The law doesn't support Melissa Carnes's proposed rule that the Bureau must send a formal notice to James Carnes directly. In Berkeley Heartlab, the court held that a government subpoena issued to defendant's company put defendant “on notice regarding his debt to the Government. Although he may not have known the precise contours of the Government's claims, he should have known that they existed and potentially subjected him to liability.” 225 F.Supp.3d at 474 (denying motion to quash prejudgment remedies). In United States v. Key, a fraudulent transfer action seeking to collect criminal restitution, the court held that defendant “knew or reasonably should have known that she would face criminal prosecution for her crime after her house was searched.” 837 Fed.Appx. 348, 352 (6th Cir. 2020). The court explained that the threat-of-suit “badge of fraud applies where the defendant commits a crime and is aware of a pending criminal investigation into her conduct before she makes a transfer.” Id. Similarly, in Sherrill, the court found that the threat-of-suit badge of fraud supported a finding of fraudulent intent when-though the government hadn't yet commenced any legal action against him-the debtor knew the SEC was investigating him when he made the transfers. 626 F.Supp.2d at 1273. In each case, the court held that the debtor knew or should have known about the threat-of-suit before the government actually filed suit.

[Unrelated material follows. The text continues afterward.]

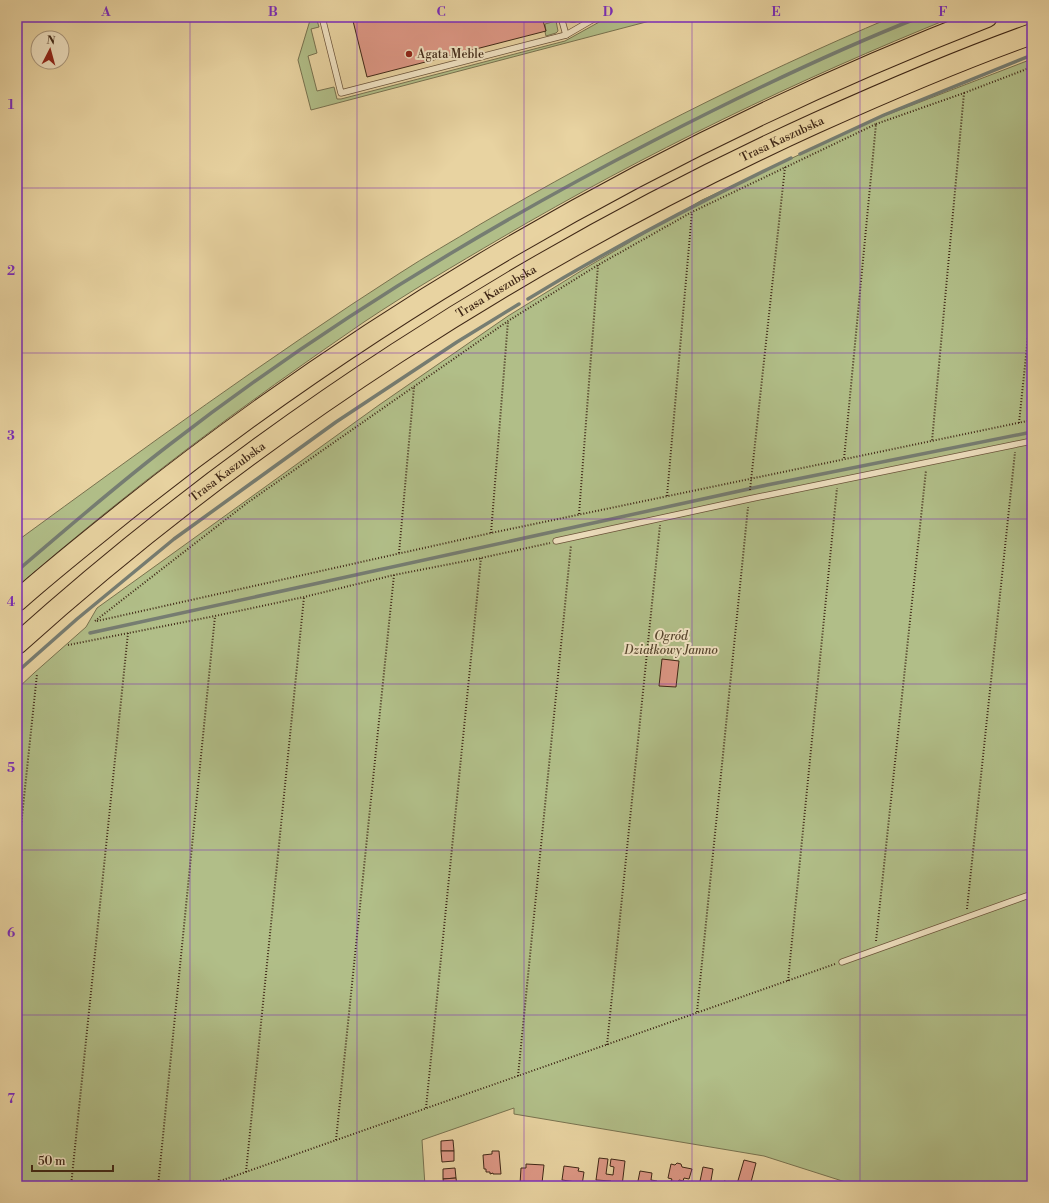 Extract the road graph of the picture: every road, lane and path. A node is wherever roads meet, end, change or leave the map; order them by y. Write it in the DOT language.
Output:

These cases apply to this case's procedural facts. The Bureau has adduced evidence that James Carnes knew or should have known about the threat of suit when the Bureau served a CID on Integrity Advance in January 2013. The Bureau's evidence identifies James Carnes as one of two of Integrity Advance's officers, previously serving as its President and Assistant Secretary. Integrity Advance's counsel met with Bureau enforcement staff on January 23, 2013. Integrity Advance produced documents responsive to the Bureau's CID on October 25, 2013. And in Integrity Advance's November 25, 2013, CID response, Integrity Advance identified James Carnes as a person who had participated in responding to the CID by providing information and reviewing written responses.
James Carnes thus knew or should have known of a pending investigation that could subject him to liability in January 2013-before all four allegedly fraudulent transfers. So, the court need not decide whether the FTC's action against Scott Tucker and AMG put James Carnes on notice of a pending investigation.
This is sufficient evidence to conclude that James Carnes, as one of two Integrity Advance officers, assisted with his company's response to the Bureau's CID. Thus, it's reasonable to infer that James Carnes knew or should have known about the Bureau's investigation and that the investigation could lead to personal liability in January 2013, when Integrity Advance received the Bureau's CID. This threat of suit occurred before James Carnes made the alleged fraudulent transfers. Based on the totality of circumstances, this badge of fraud supports the probable validity of the debt.
2. Removing and Concealing Assets
Melissa Carnes also argues that the Bureau has failed to show the probable validity of the debt because it hasn't shown that James Carnes removed and concealed assets. She cites evidence that the MCC Trust has transferred money to the JRC Trust. And, in her Motion to Quash, she asks, presumably rhetorically, “If the point of the 2013 transactions from the JRC Trust to MCC Trust was to hide money from JRC Trust creditors, why then would money be transferred from MCC Trust to JRC Trust.” Doc. 37 at 9 (emphasis in original). Melissa Carnes's motion also asserts that the Bureau's allegations about the transfers from the MCC Trust to the various LLCs don't matter because James Carnes's creditors can pursue those interests. Id. The court rejects this argument, too.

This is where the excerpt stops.